AG: The samples are easy to find online. They always remain within the cyberspace I’m afraid. Yes, the answer to that is quite easy. But I’d also be really rich cause my 808 beat is worth lots of money. I have an illegal 808. Yes, that’s an expensive piece of machinery. Carrying it around is quite difficult because obviously I have to take it to shows with me. You don’t really see it but every day I had to go through airport security where they were always checking it and asking what it was. But sometimes when I came to few airport securities in America, some of the airport security staff knew what it is. Usually older black guys cause they were probably into hip-hop when they were younger and knew what the machine was. It’s kind of cool when people recognise it.

N: So your last album Transistor Rhythm came out last march, how would you compare it to works such as your 12 inch It’s Got Me?

AG: I could have done some more 12 inches but I though why when I have so many tracks in my computer that I want them released kind of fast. With 12 inches you can hold on to the release a little bit cause with an individual 12, a track has to be big. In an album I didn’t really put big tracks because I knew they were tracks which would only work within an album and wouldn’t really work as 12 inches. It was just me having a bunch of tracks in my computer, played them out together and it worked.

N: It’s interesting how It’s Got Me has a funkier vibe and sound, whereas the tracks in Transistor Rhythm are more technical, juke oriented…

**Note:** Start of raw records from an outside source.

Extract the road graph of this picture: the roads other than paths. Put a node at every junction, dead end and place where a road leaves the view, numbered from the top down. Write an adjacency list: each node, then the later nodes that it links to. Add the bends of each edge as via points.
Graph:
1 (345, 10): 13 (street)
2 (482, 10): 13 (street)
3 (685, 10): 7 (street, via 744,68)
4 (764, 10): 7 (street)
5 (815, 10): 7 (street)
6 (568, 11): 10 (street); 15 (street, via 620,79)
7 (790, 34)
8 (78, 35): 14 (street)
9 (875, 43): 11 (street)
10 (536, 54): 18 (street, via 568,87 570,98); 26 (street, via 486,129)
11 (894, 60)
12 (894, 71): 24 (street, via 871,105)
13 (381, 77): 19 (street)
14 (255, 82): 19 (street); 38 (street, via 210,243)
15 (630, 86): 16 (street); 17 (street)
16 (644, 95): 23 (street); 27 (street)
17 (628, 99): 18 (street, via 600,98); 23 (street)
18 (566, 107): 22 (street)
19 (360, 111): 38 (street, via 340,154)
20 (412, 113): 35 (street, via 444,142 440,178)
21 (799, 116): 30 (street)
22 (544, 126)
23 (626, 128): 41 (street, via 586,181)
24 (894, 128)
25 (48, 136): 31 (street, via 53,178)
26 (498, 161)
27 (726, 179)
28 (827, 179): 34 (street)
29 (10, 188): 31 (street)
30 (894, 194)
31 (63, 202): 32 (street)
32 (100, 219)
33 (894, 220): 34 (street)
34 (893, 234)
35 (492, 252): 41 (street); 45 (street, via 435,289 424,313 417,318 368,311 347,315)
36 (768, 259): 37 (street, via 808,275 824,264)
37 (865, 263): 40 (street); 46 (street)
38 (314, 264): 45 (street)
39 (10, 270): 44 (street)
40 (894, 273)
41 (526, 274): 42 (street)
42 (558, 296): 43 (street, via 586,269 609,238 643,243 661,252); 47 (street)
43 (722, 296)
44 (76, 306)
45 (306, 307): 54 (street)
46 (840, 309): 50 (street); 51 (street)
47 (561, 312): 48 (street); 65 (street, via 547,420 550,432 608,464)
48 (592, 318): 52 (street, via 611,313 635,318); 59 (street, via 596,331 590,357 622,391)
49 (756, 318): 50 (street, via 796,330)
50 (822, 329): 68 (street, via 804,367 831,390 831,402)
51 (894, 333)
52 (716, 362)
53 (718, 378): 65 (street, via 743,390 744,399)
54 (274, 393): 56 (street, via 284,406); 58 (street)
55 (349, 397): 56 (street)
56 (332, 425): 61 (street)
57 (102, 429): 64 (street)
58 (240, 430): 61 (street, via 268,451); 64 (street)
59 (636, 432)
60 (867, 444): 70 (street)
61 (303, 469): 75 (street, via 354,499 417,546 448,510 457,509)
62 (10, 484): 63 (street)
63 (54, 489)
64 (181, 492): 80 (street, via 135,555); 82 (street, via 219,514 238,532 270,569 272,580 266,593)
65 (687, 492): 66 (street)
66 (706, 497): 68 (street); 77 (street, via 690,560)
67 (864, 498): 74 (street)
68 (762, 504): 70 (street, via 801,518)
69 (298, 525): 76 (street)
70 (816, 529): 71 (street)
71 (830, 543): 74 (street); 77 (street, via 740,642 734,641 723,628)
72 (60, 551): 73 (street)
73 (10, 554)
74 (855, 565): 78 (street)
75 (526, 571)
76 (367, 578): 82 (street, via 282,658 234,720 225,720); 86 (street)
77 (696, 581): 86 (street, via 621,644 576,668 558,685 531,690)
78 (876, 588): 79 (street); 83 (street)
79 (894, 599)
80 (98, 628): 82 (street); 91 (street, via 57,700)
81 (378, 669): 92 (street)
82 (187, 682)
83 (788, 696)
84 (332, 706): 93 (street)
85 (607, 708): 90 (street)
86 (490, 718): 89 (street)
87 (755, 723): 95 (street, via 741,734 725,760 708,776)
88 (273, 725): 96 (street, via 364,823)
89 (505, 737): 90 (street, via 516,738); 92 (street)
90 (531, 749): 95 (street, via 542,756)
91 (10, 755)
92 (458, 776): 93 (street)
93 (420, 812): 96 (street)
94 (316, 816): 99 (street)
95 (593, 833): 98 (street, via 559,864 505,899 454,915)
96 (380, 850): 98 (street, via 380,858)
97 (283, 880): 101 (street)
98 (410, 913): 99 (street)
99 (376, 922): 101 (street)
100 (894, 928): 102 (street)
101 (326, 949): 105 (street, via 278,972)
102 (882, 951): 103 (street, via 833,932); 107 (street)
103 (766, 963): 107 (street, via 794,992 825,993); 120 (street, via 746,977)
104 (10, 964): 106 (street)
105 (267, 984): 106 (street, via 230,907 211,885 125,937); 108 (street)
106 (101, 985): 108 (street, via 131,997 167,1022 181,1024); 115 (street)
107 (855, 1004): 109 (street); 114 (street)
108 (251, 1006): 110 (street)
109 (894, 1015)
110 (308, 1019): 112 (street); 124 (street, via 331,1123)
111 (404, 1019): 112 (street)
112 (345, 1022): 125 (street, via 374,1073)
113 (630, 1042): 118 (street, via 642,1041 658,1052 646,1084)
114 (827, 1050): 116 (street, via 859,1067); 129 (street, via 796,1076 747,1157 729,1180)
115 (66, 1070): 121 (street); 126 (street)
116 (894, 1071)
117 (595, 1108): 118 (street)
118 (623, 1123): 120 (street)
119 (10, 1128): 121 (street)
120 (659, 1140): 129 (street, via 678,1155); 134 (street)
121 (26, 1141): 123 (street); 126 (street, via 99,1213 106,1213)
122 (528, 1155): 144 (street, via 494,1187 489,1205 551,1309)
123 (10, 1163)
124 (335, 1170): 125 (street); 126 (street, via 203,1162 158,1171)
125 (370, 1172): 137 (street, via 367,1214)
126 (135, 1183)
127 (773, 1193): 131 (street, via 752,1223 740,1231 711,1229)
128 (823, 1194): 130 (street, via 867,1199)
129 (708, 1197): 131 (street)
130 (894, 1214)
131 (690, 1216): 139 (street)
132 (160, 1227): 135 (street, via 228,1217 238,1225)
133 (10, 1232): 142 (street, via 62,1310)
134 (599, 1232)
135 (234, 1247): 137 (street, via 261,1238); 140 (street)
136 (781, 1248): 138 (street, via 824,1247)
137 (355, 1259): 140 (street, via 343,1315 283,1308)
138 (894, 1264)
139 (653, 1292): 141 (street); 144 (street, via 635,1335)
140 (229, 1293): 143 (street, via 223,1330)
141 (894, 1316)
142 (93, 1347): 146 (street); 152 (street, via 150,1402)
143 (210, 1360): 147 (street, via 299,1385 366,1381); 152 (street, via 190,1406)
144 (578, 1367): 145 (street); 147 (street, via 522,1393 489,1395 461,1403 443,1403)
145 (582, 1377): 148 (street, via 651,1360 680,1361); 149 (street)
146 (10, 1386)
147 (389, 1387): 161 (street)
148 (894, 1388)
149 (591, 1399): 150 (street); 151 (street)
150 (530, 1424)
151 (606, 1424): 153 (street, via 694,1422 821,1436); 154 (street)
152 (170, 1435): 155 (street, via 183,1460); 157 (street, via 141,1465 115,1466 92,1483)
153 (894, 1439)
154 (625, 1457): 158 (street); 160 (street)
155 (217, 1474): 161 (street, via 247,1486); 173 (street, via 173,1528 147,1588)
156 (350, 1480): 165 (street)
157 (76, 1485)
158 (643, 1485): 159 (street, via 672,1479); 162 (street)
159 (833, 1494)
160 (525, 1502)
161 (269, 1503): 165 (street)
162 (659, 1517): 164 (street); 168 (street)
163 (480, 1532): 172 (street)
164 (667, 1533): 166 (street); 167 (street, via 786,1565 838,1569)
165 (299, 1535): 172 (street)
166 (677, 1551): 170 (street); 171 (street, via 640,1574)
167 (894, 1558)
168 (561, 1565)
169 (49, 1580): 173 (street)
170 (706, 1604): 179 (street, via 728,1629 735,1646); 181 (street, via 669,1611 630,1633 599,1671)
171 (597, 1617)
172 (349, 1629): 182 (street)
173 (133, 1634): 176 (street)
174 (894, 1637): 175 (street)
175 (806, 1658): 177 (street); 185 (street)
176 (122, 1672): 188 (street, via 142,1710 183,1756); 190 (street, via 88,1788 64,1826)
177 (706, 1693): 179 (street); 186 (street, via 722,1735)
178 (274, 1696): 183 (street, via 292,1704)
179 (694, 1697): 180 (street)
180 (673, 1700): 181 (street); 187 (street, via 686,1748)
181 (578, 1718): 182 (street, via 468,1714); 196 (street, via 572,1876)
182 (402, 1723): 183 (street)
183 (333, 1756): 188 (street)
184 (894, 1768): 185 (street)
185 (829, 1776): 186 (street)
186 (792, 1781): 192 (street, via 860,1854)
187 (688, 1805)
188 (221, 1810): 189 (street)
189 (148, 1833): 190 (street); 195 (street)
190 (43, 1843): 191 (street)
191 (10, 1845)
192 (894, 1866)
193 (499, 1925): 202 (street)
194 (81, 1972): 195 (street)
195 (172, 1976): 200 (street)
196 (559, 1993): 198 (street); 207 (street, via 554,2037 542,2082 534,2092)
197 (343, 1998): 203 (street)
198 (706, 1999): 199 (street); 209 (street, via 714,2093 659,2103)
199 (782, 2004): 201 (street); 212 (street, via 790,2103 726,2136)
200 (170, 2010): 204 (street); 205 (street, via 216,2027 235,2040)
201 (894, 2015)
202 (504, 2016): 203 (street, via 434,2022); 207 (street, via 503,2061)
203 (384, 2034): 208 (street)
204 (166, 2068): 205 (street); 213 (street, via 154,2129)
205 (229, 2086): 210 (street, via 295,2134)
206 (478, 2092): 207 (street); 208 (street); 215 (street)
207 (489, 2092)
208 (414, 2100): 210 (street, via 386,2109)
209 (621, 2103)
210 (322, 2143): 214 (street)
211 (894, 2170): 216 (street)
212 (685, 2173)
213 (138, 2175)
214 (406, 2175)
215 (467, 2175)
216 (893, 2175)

AG: See, that was a 12 inch and worked as a 12 inch. Same as the release on Swamp 81 and Tectonic is. They are good tracks for a club but the album; you can put it in your iPod in your car and kind of understand it more easily. Whereas the 12 inch is very much designed for a club so it’s nice to have this piece of work that you can play all the way through. I enjoyed making the album and will make another one probably.

N: What kind of music are you listening to and what inspires you?

AG: In a subconscious way, my biggest influence is probably Jungle and everything around it. Everything that is drum & bass, techno, house, old funk music, old African and Brazilian folk music. I don’t necessarily take ideas from there but it’s always nice to listen to something completely removed from what you’re making. Then when you go to make a track you’re not inspired by someone else who just released a 12 inch one. I don’t want to be like that. I try not to sound like anyone else. For everyone who uses the 808 machine it’s easy to sound the same as someone using the 808. I try to do it another way, process my beats a little bit more, making extra noises with the sounds, and I do have a certain way of mixing down my songs so they sound different to anyone else’s. That’s why it works, that is why I’m lucky enough. I have a vision of trying my hardest to be different. For example, there is a track in my album called Rude Boy, it’s one of my favorite tracks. It is very weird, very minimal and I’ve never heard anything like it. I though “This is crazy” and I loved that track, it became my favorite one. Some people would probably go like “This is shit, nothing to compare to” but that is why I like it, there is nothing similar to it. I never play it in clubs because it is very difficult to mix, but play it in your car is nice.